Task directions: Extract all of the data and reproduce it precisely.

---------- Material for this task

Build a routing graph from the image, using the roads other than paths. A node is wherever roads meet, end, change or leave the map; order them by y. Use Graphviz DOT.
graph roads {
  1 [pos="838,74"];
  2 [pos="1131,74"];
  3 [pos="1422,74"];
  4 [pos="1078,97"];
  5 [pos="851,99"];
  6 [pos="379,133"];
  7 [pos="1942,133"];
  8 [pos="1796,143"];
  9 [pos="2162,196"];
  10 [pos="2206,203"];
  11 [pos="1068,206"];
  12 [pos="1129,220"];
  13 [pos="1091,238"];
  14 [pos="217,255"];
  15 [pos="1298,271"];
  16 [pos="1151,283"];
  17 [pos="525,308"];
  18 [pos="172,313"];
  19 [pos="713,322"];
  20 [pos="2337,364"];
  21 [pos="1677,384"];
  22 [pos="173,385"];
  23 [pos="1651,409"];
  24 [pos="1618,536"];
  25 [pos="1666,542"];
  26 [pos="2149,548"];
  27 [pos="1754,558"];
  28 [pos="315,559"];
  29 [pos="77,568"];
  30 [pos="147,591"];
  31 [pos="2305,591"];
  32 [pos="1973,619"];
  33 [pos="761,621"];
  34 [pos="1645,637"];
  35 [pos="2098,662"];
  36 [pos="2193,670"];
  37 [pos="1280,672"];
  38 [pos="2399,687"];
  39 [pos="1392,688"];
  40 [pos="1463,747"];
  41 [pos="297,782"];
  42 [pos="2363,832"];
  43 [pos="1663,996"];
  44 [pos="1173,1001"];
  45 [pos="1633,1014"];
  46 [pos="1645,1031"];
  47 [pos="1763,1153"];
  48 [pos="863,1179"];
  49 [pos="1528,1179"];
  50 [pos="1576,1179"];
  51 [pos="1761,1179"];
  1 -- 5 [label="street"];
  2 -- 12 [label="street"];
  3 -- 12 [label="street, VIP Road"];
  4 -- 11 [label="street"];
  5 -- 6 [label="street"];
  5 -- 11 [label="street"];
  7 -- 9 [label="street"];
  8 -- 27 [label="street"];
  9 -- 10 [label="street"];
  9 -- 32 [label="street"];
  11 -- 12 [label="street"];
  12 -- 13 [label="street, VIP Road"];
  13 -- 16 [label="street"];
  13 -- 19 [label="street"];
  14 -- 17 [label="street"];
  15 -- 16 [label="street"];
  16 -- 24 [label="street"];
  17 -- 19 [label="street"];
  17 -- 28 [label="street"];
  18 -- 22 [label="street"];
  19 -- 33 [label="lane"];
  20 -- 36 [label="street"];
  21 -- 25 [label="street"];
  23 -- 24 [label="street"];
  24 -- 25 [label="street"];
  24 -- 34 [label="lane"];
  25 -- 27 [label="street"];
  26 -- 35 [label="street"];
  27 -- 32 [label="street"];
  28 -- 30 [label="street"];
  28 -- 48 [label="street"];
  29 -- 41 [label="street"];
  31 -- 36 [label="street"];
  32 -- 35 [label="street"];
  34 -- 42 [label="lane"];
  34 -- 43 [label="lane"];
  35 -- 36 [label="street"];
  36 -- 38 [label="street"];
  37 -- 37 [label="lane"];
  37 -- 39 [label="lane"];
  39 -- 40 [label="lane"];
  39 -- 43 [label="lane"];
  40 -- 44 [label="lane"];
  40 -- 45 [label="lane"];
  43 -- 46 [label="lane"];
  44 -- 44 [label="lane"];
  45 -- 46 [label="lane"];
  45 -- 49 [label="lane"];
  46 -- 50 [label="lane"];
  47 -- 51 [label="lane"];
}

--------------------

Result of the task:
Build a routing graph from the image, using the roads other than paths. A node is wherever roads meet, end, change or leave the map; order them by y. Use Graphviz DOT.
graph roads {
  1 [pos="838,74"];
  2 [pos="1131,74"];
  3 [pos="1422,74"];
  4 [pos="1078,97"];
  5 [pos="851,99"];
  6 [pos="379,133"];
  7 [pos="1942,133"];
  8 [pos="1796,143"];
  9 [pos="2162,196"];
  10 [pos="2206,203"];
  11 [pos="1068,206"];
  12 [pos="1129,220"];
  13 [pos="1091,238"];
  14 [pos="217,255"];
  15 [pos="1298,271"];
  16 [pos="1151,283"];
  17 [pos="525,308"];
  18 [pos="172,313"];
  19 [pos="713,322"];
  20 [pos="2337,364"];
  21 [pos="1677,384"];
  22 [pos="173,385"];
  23 [pos="1651,409"];
  24 [pos="1618,536"];
  25 [pos="1666,542"];
  26 [pos="2149,548"];
  27 [pos="1754,558"];
  28 [pos="315,559"];
  29 [pos="77,568"];
  30 [pos="147,591"];
  31 [pos="2305,591"];
  32 [pos="1973,619"];
  33 [pos="761,621"];
  34 [pos="1645,637"];
  35 [pos="2098,662"];
  36 [pos="2193,670"];
  37 [pos="1280,672"];
  38 [pos="2399,687"];
  39 [pos="1392,688"];
  40 [pos="1463,747"];
  41 [pos="297,782"];
  42 [pos="2363,832"];
  43 [pos="1663,996"];
  44 [pos="1173,1001"];
  45 [pos="1633,1014"];
  46 [pos="1645,1031"];
  47 [pos="1763,1153"];
  48 [pos="863,1179"];
  49 [pos="1528,1179"];
  50 [pos="1576,1179"];
  51 [pos="1761,1179"];
  1 -- 5 [label="street"];
  2 -- 12 [label="street"];
  3 -- 12 [label="street, VIP Road"];
  4 -- 11 [label="street"];
  5 -- 6 [label="street"];
  5 -- 11 [label="street"];
  7 -- 9 [label="street"];
  8 -- 27 [label="street"];
  9 -- 10 [label="street"];
  9 -- 32 [label="street"];
  11 -- 12 [label="street"];
  12 -- 13 [label="street, VIP Road"];
  13 -- 16 [label="street"];
  13 -- 19 [label="street"];
  14 -- 17 [label="street"];
  15 -- 16 [label="street"];
  16 -- 24 [label="street"];
  17 -- 19 [label="street"];
  17 -- 28 [label="street"];
  18 -- 22 [label="street"];
  19 -- 33 [label="lane"];
  20 -- 36 [label="street"];
  21 -- 25 [label="street"];
  23 -- 24 [label="street"];
  24 -- 25 [label="street"];
  24 -- 34 [label="lane"];
  25 -- 27 [label="street"];
  26 -- 35 [label="street"];
  27 -- 32 [label="street"];
  28 -- 30 [label="street"];
  28 -- 48 [label="street"];
  29 -- 41 [label="street"];
  31 -- 36 [label="street"];
  32 -- 35 [label="street"];
  34 -- 42 [label="lane"];
  34 -- 43 [label="lane"];
  35 -- 36 [label="street"];
  36 -- 38 [label="street"];
  37 -- 37 [label="lane"];
  37 -- 39 [label="lane"];
  39 -- 40 [label="lane"];
  39 -- 43 [label="lane"];
  40 -- 44 [label="lane"];
  40 -- 45 [label="lane"];
  43 -- 46 [label="lane"];
  44 -- 44 [label="lane"];
  45 -- 46 [label="lane"];
  45 -- 49 [label="lane"];
  46 -- 50 [label="lane"];
  47 -- 51 [label="lane"];
}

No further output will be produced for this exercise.